Em abril de 2014, Márcio Almeida, 53 anos, e Daniel Santiago, 77, se encontraram para um café em Lisboa. O estabelecimento era o Nicola, que fica na Praça do Rocio. Ambos sem grandes pretensões que não fosse sorver o líquido da xícara e compartilhar um charuto.
Ainda sob efeito do jet lag (anglicismo que define o desnorteamento que nos assalta depois de um voo em direção a um lugar com fuso horário diferente daquele do Brasil), Márcio sentiu uma súbita nostalgia, não se sabe porque, aplacada com uma das estrofes do poema Navio Negreiro, de Castro Alves.
Silêncio. Musa... chora, e chora tanto /Que o pavilhão se lave no teu pranto!... /Auriverde pendão de minha terra,/ Que a brisa do Brasil beija e balança,/ Estandarte que a luz do sol encerra/E as promessas divinas da esperança...
Decidiram, ali mesmo, dirigir-se às margens do Rio Tejo para melhor arejar aquilo que, até então, Márcio reputava como “bobagem de brasileiro”, a saudade que dá tão logo nossos conterrâneos colocam o pé em terra estrangeira. Foi quando avistaram o pneu de um trator (ou seria caminhão) semi-enterrado nas margens e resolveram fazer o que eles chamaram de “fotoperformance”.
Daniel, então, trajando terno escuro, chapéu branco, bengala e um par de tênis Adidas, subiu no círculo de borracha, fez da bengala um remo e pôs-se a declamar o que conseguia lembrar do que foi escrito, em seis partes, pelo poeta abolicionista. A ação foi registrada em foto e em vídeo no local. O áudio, gravado em estúdio no Recife, fez o protagonista chorar, duas vezes. À performance foi dado o título Jet Lag.

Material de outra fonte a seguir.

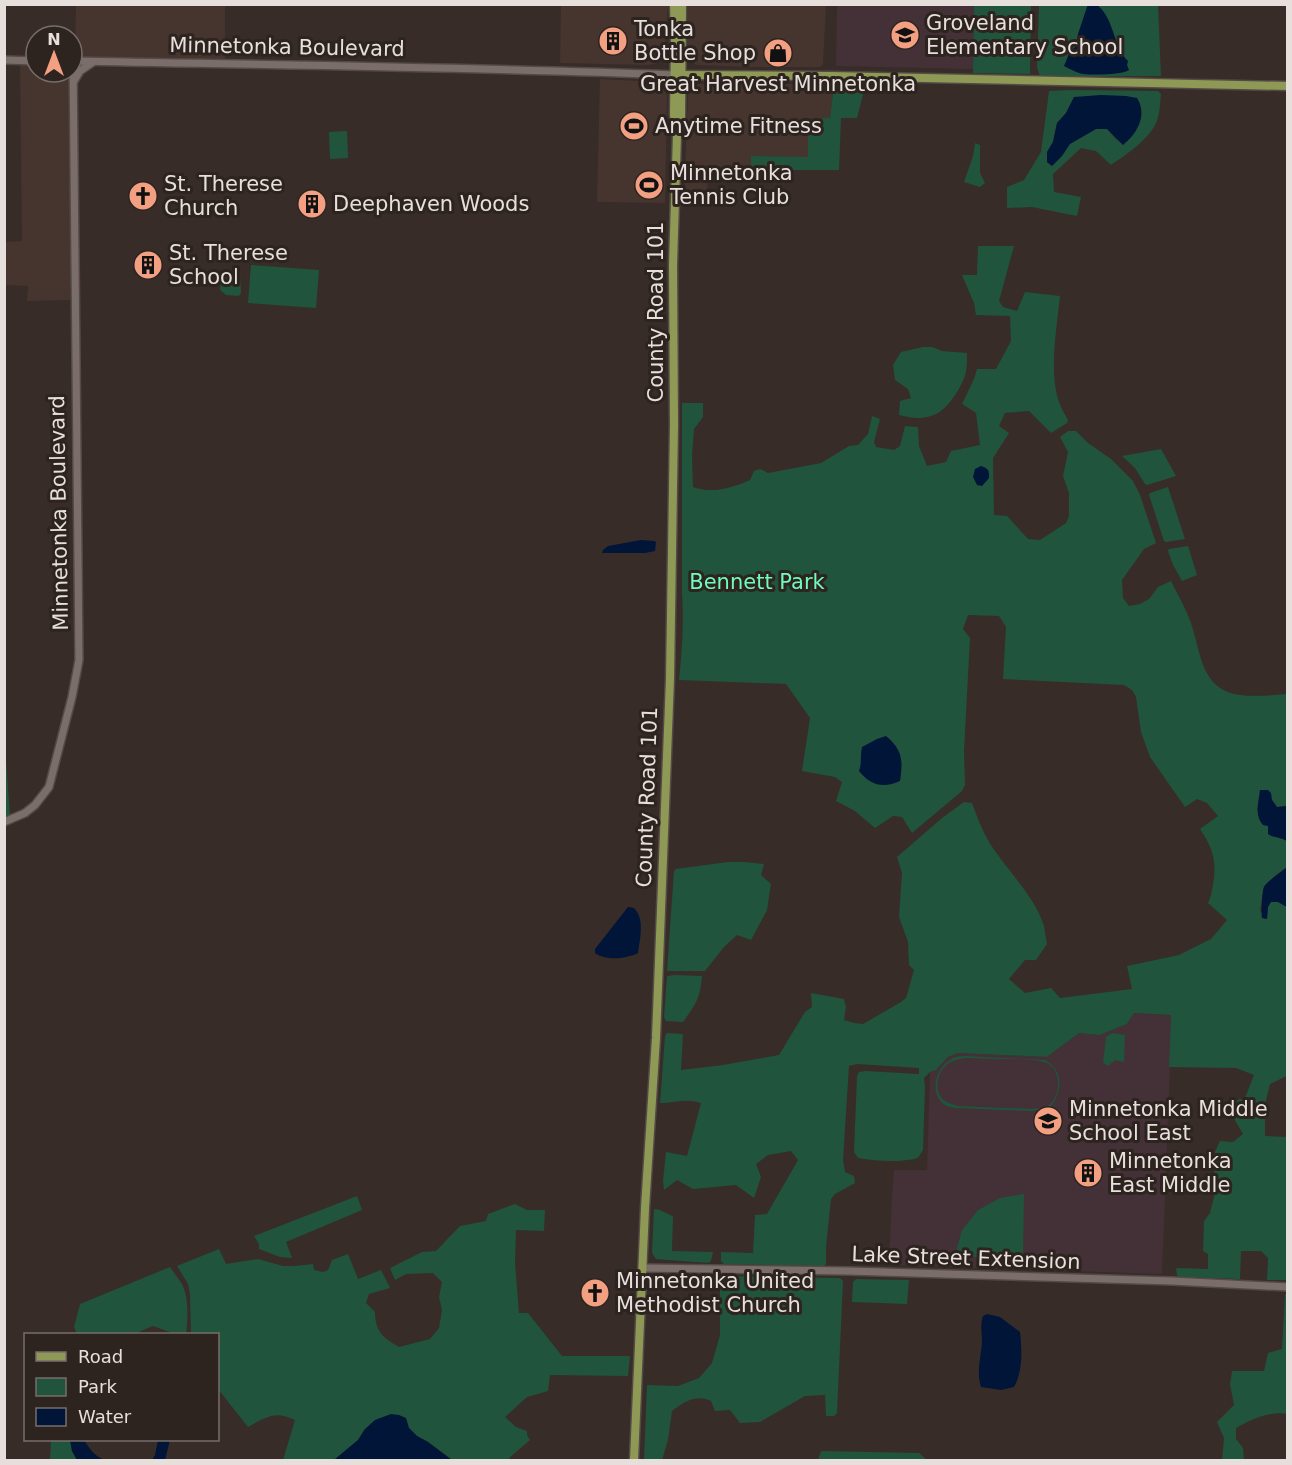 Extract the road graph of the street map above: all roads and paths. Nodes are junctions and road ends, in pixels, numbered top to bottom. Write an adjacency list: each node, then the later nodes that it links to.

Nascia ali a ideia de os dois atuarem juntos mais rotineiramente. Para isso montaram uma “equipe de dois” e batizaram-na de S/A, passando a desenvolver trabalhos que se inserissem no perfil de instalação, agrupando, além dos elementos audiovisuais ancorados em tecnologia, quaisquer outros que servissem ao propósito. “Quem diz o suporte a ser trabalhado é a ideia que você tem”, resume Márcio Almeida.
Hoje, a partir das 19h, na Galeria Amparo 60, o público poderá ver três elementos surgidos dessa simbiose, que os artistas também chamam de “corrupção”, no sentido de que um transforma outro no processo de se colocar artisticamente. O primeiro deles é um cartaz que traz os dizeres América Bela Madura e Doce. O objeto é um exemplo concreto da ação de dois artistas conceituais, apartados geracionalmente e novamente reunidos por afinidades.
A tipografia e o design, a cargo de Daniel Santiago, entram em conluio com uma colagem de Márcio Almeida, que utilizou a foto de Carmen Miranda (tirada da internet) como elemento central, tendo como complemento vários elementos bélicos (retirados de uma revista especializada), inclusive sobre seu turbante, no lugar das frutas. Cem reproduções viraram cartazes, numerados e assinados, que serão lançados hoje como gravuras para serem adquiridas.
Ainda em exposição estarão duas das fotoperformances assinadas pela dupla: a já referida Jet Lag e Tovarich camarada, em russo), na qual Almeida e Santiago confrontam-se diante de uma mesa de banquete, em ambiente senhorial, como se fossem a mesma pessoa, expostas à ação do tempo como um espelho.
Tempo, espaço, terra prometida, falsas promessas, aproximação, distanciamento, estereótipos e realidade dialogam o tempo todo. Como se a equipe S/A sugerisse que, sim, somos todos prisioneiros da mesma barca.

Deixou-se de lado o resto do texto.